Alguns escritores foram condenados ao ostracismo, e outros, enviados para a Unidade Militar de Ajuda à Produção (UMAP), campos de trabalho agrícola criados para o serviço militar, apenas por causa de suas preferências e ideias políticas, religiosas, ou sexuais.

Em 1968, Arrufat ganhou o prêmio literário da oficial União de Escritores e Artistas de Cuba, por “Los Siete contra Tebas”, uma alegoria da vida política cubana da época. Caiu em desgraça pela rejeição institucional dessa peça considerada contrarrevolucionária e que chegou aos palcos apenas em 2007.

O artista relembra suas aventuras com grandes escritores, também conhecidos por sua homossexualidade, como José Lezama Lima (1910-1976) e Virgilio Piñera (1912-1979). Eles morreram isolados, sem voltarem a ver seus textos em livrarias e teatros. Depois, partiram autores como Guillermo Cabrera Infante (1929-2005), Reinaldo Arenas (1943-1990) e Heberto Padilla (1932-2000).
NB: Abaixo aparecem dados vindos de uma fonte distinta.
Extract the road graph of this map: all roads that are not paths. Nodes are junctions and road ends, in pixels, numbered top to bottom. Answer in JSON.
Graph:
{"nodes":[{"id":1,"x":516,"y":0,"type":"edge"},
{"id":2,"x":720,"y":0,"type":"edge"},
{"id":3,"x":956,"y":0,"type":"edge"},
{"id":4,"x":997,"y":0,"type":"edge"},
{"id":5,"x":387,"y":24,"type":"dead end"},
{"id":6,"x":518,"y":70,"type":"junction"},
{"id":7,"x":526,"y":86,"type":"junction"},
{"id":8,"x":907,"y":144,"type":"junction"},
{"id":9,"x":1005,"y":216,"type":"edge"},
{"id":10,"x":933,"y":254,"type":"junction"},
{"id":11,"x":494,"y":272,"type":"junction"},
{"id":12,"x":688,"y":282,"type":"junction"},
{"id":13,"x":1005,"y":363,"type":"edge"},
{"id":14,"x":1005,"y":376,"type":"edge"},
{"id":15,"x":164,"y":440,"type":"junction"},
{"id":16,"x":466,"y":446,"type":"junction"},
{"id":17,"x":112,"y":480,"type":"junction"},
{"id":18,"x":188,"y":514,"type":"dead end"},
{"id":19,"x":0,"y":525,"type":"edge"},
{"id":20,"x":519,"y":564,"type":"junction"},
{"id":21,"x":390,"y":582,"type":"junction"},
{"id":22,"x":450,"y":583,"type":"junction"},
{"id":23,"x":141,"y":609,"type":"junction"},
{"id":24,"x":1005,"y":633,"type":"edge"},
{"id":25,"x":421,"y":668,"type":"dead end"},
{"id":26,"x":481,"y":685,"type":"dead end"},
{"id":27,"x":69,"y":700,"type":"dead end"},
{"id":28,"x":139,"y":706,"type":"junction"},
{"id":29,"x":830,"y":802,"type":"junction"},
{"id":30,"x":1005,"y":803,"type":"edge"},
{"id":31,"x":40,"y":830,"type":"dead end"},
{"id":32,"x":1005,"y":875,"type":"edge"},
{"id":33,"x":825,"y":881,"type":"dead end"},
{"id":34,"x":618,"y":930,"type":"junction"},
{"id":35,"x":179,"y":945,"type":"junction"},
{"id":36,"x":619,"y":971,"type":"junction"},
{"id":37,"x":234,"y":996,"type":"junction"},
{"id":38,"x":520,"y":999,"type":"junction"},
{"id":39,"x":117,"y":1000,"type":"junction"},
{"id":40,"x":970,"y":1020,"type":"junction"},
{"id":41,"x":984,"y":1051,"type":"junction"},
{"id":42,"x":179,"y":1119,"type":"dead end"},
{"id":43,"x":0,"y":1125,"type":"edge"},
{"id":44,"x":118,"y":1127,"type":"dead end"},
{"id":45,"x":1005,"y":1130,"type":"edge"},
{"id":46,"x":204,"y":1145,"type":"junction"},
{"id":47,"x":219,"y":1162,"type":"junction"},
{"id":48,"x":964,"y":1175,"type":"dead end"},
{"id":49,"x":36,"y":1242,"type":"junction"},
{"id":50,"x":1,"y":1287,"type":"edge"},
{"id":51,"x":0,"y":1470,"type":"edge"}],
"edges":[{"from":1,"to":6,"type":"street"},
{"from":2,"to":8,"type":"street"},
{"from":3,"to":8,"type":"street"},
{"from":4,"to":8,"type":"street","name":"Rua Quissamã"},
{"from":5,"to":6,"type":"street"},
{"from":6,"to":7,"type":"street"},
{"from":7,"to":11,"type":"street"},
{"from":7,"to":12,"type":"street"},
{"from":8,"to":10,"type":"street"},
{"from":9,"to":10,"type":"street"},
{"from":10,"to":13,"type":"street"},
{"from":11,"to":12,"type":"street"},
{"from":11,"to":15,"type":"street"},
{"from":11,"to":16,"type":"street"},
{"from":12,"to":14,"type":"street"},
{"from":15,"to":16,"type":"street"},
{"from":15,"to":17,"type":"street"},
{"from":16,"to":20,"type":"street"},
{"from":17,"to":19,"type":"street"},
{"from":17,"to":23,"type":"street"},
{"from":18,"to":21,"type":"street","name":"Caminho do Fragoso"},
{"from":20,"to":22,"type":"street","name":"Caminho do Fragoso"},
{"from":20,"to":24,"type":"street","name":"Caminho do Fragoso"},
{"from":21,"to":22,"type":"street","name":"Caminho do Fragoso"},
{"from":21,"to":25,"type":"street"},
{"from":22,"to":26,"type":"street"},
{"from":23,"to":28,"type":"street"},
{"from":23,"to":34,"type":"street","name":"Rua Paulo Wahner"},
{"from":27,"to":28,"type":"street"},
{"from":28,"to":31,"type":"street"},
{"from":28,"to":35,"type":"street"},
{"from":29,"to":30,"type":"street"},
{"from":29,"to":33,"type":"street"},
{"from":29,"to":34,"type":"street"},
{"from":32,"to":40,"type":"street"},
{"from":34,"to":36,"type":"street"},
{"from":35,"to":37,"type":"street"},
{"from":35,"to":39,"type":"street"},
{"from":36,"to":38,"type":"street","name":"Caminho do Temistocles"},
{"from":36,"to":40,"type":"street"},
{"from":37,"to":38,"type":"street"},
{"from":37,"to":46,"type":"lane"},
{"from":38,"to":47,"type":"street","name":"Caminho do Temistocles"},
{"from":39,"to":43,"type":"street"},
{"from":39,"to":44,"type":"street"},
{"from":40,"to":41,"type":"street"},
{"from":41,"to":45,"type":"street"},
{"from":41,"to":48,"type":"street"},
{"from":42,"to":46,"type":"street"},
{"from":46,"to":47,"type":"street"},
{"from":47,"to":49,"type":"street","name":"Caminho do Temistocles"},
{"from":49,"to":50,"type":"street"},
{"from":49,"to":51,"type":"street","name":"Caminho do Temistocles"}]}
Arrufat voltou lentamente à vida pública. Na década de 1990, esteve entre os que contribuíram para o sucesso do filme “Morango e Chocolate” (1993). A obra trata da vida de um refinado homossexual, um amante da arte, para quem as portas se fecham até que ele decide deixar seu país.

“Trabalhei um pouco naquele filme (…) Era muito amigo” de Tomás Gutiérrez Alea, um dos dois diretores da produção, conta Arrufat, que aparece nos agradecimentos do filme.

Indicado ao Oscar de melhor filme estrangeiro em 1994, este longa “contribuiu para algo neste país”, afirma. “Depois daquele filme, não éramos mais os mesmos.”

O Código da Família será votado em um referendo no domingo (25). Além de permitir o casamento gay e a adoção para pessoas do mesmo sexo, o novo texto prevê legalizar a barriga de aluguel e o reconhecimento de pais múltiplos, entre outros direitos. “Pode ser uma mudança muito grande em nossas vidas”, conclui Arrufat.